Assigned task:
Scan the listing below for the word "Lido" and state how many lines hold it. Write nothing but the number.

Data records:
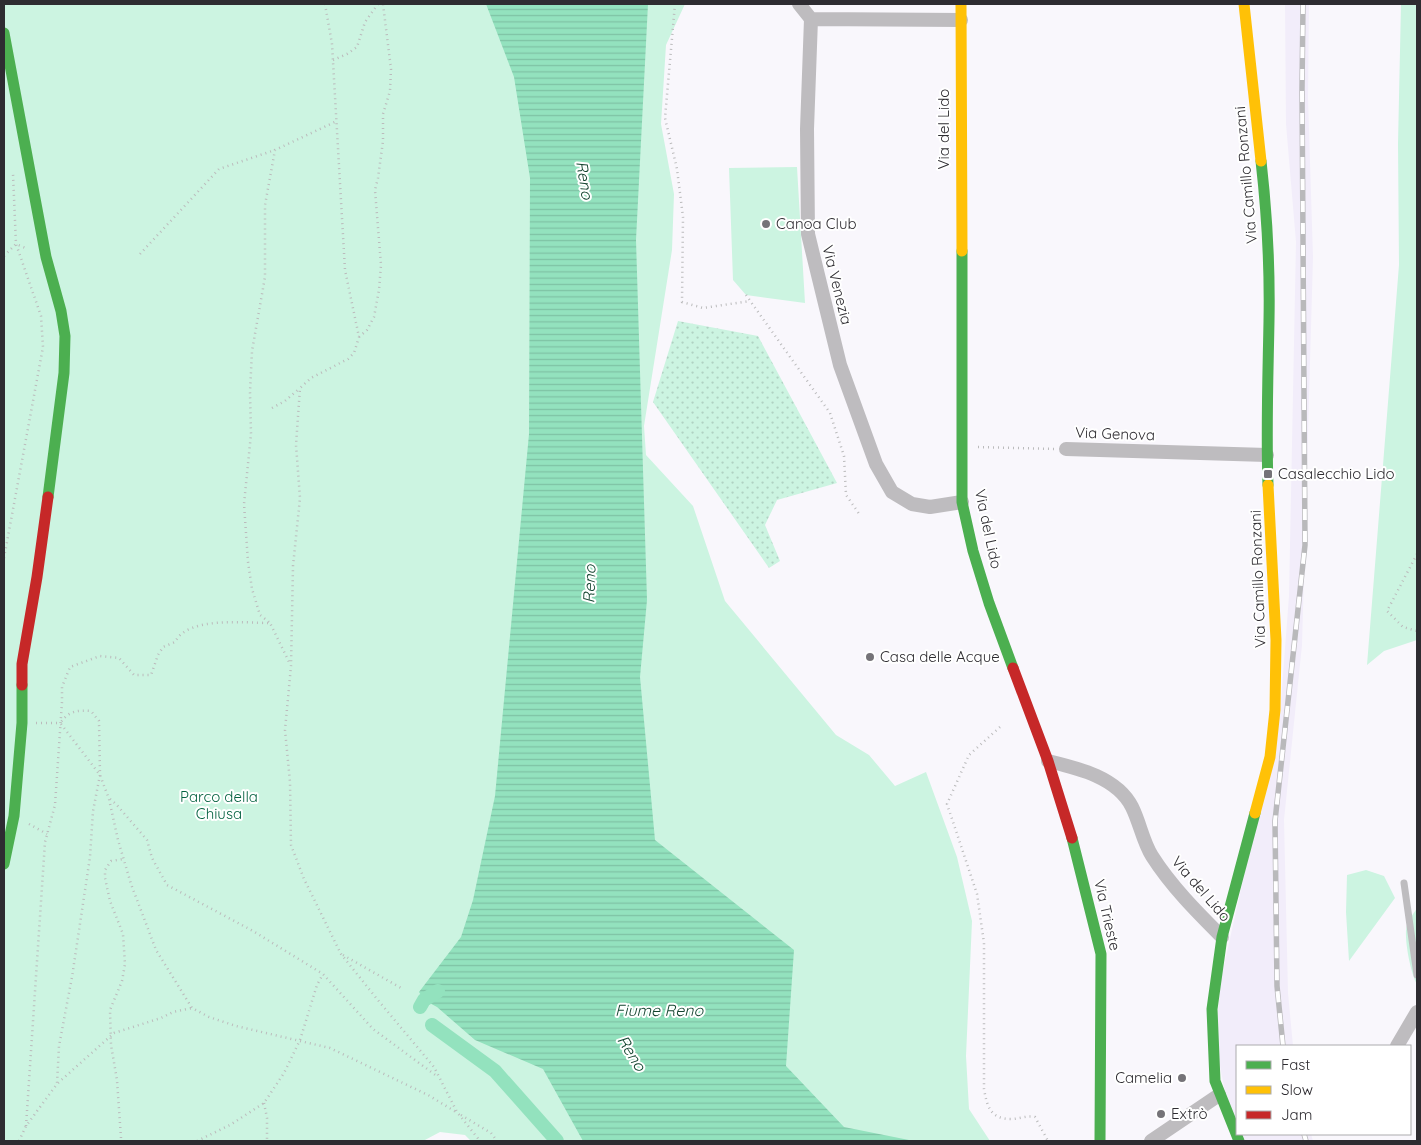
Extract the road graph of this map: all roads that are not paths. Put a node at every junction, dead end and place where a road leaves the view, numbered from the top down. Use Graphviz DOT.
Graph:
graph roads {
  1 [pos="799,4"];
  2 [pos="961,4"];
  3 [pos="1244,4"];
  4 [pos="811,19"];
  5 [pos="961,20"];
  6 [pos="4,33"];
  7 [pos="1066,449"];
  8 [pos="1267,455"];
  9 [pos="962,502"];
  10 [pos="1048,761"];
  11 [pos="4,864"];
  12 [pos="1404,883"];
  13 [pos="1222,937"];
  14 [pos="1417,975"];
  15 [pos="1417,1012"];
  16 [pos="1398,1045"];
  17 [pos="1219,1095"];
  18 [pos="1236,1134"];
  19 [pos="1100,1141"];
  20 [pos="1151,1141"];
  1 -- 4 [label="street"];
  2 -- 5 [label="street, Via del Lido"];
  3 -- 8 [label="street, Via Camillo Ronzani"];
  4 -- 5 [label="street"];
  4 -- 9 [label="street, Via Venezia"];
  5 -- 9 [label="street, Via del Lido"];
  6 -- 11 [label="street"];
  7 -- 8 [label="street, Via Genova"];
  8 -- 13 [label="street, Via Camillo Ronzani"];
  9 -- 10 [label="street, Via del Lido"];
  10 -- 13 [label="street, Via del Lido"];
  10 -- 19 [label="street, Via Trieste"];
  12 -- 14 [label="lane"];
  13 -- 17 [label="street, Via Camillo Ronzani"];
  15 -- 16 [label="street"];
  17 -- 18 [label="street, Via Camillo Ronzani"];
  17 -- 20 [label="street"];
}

Answer space:
4